The train was fairly empty because it was headed to the city. Returning from Cape Town, it would be full. I looked for potential muggers and, scanning the passengers in the car, caught the eye of the woman in the seat across from me.
“Why are you here?” she asked.
“Just looking.”
“Whites don’t come here. White people don’t live here,” she said with almost boastful conviction.
“But I’m here,” I said.
“Because you have that man to help you,” she said. She must have seen Phaks at the ticket office. She looked defiant, almost contemptuous. “You wouldn’t come here alone.”
“What are those lights?” I asked her, to change the subject, and pointed to the slopes of Table Mountain.
“Rondebosch, Constantia.” She had answered without looking up.
N
OTHING, APPARENTLY
, is hidden in Cape Town: it is a city like an amphitheater. Its air breathing upon me sweetly, I sat in elegant, embowered, villa-rich Constantia, the district on the ridge I’d glimpsed the day before from the shacks of Khayelitsha. I was sipping a glass of sauvignon blanc in the majestic portico that was the tasting room of the main house at Constantia Glen Vineyard. From this vantage point I was able to see over the rim of my wine glass the poisonous cloud of dust that hung above the Cape Flats.
This visibility is one of the unusual features of Cape Town. The estates in its wealthiest enclaves, in the cliffy suburbs of the middle slopes of the mountain (Constantia, Rondebosch, Bishopscourt, Newlands), have views of the bleak horizontal profile of the suffering squatter camps and poor sprawling townships on the flatland below. The orderly green vineyards look down on brown muddled scrubland, and likewise, through the wide gaps in the plank walls or the rips in the blue plastic of the shacks in Khayelitsha it is possible
to enjoy a panorama of university buildings and colonnades bulking on the heights of leafy Rondebosch.

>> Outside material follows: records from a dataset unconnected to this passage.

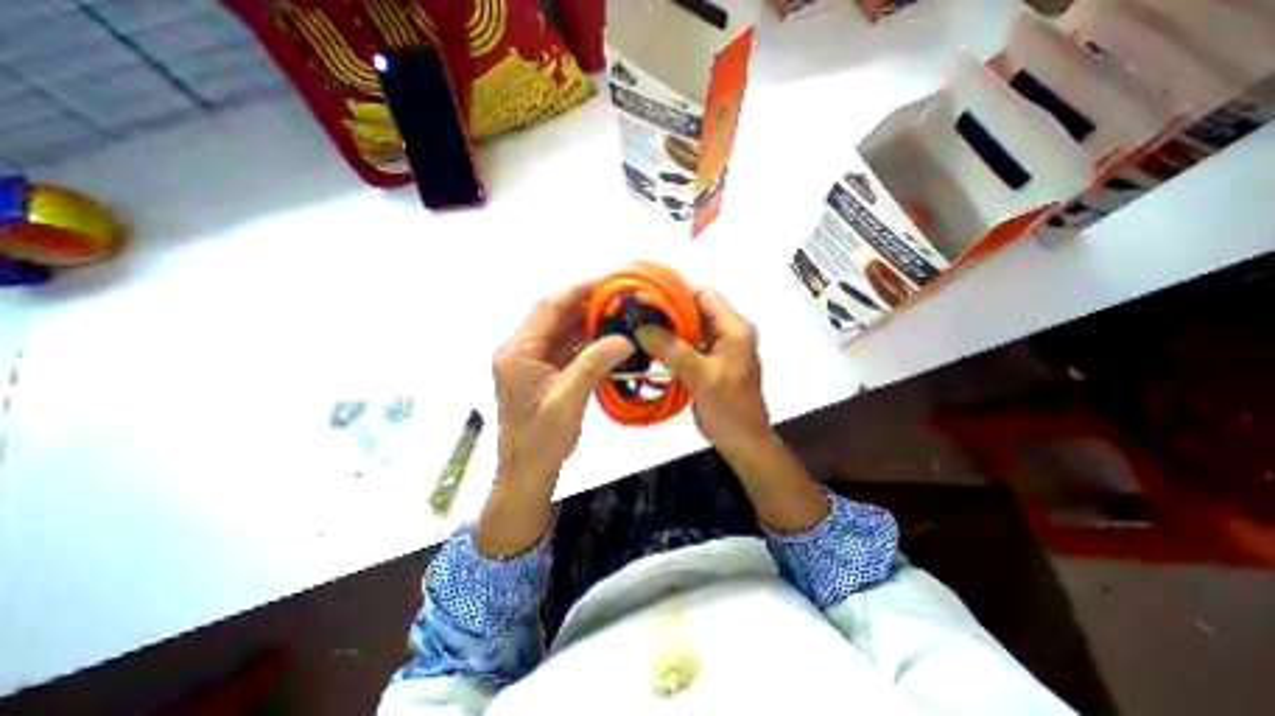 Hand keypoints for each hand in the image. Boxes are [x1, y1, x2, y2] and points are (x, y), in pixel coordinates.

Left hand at [479, 278, 631, 554]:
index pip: (548, 309)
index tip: (607, 279)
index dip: (578, 291)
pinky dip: (586, 340)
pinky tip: (608, 336)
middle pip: (555, 317)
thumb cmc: (541, 440)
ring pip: (562, 331)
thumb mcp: (568, 400)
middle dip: (586, 303)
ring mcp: (533, 362)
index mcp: (518, 353)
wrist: (527, 472)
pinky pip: (567, 348)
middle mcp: (522, 351)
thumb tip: (625, 338)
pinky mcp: (544, 373)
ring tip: (618, 311)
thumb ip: (594, 364)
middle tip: (618, 294)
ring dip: (588, 321)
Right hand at [635, 288, 766, 454]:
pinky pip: (685, 345)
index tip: (646, 287)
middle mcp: (726, 333)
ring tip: (637, 322)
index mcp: (733, 329)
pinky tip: (648, 344)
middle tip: (635, 307)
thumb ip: (672, 349)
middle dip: (666, 307)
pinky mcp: (706, 363)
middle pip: (694, 309)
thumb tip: (640, 327)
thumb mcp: (701, 376)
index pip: (704, 295)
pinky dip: (668, 343)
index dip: (675, 288)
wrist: (742, 441)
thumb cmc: (729, 408)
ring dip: (665, 326)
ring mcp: (716, 348)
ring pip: (688, 328)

Gated communities all over these highlands display signs warning any unwelcome intruder of 24/7
MONITORING AND ARMED RESPONSE
, yet the poor have an unimpeded view of the rich, and vice versa. And each exposed person, squinting from this distance, looks passive and ubiquitous, like a sort of human vegetation.
The last time I’d been in Cape Town this winery did not exist — no vines, no casks, no activity except the mooing of cows. It had been a dairy farm, bought by an entrepreneur named Alexander Weibel, who’d had money and been interested in making wine. He plowed the hills and discovered that the land had clayey subsoil, had good water-holding capacity, and was rich in mica that would impart a “distinctive minerality,” as he called it, to the white wine. He planted vines, fenced them, staked them, pruned them. He invested in winemaking equipment, and in 2007 he had his first harvest. His wine was acclaimed. All this within ten years.
“I know that’s Khayelitsha,” I said, looking down at the townships on the Flats.
“And that’s Mitchells Plain,” the helpful woman in the wine-tasting portico told me. “And Guguletu, and over there, past Langa, is Bonteheuwel. Coloreds live there.”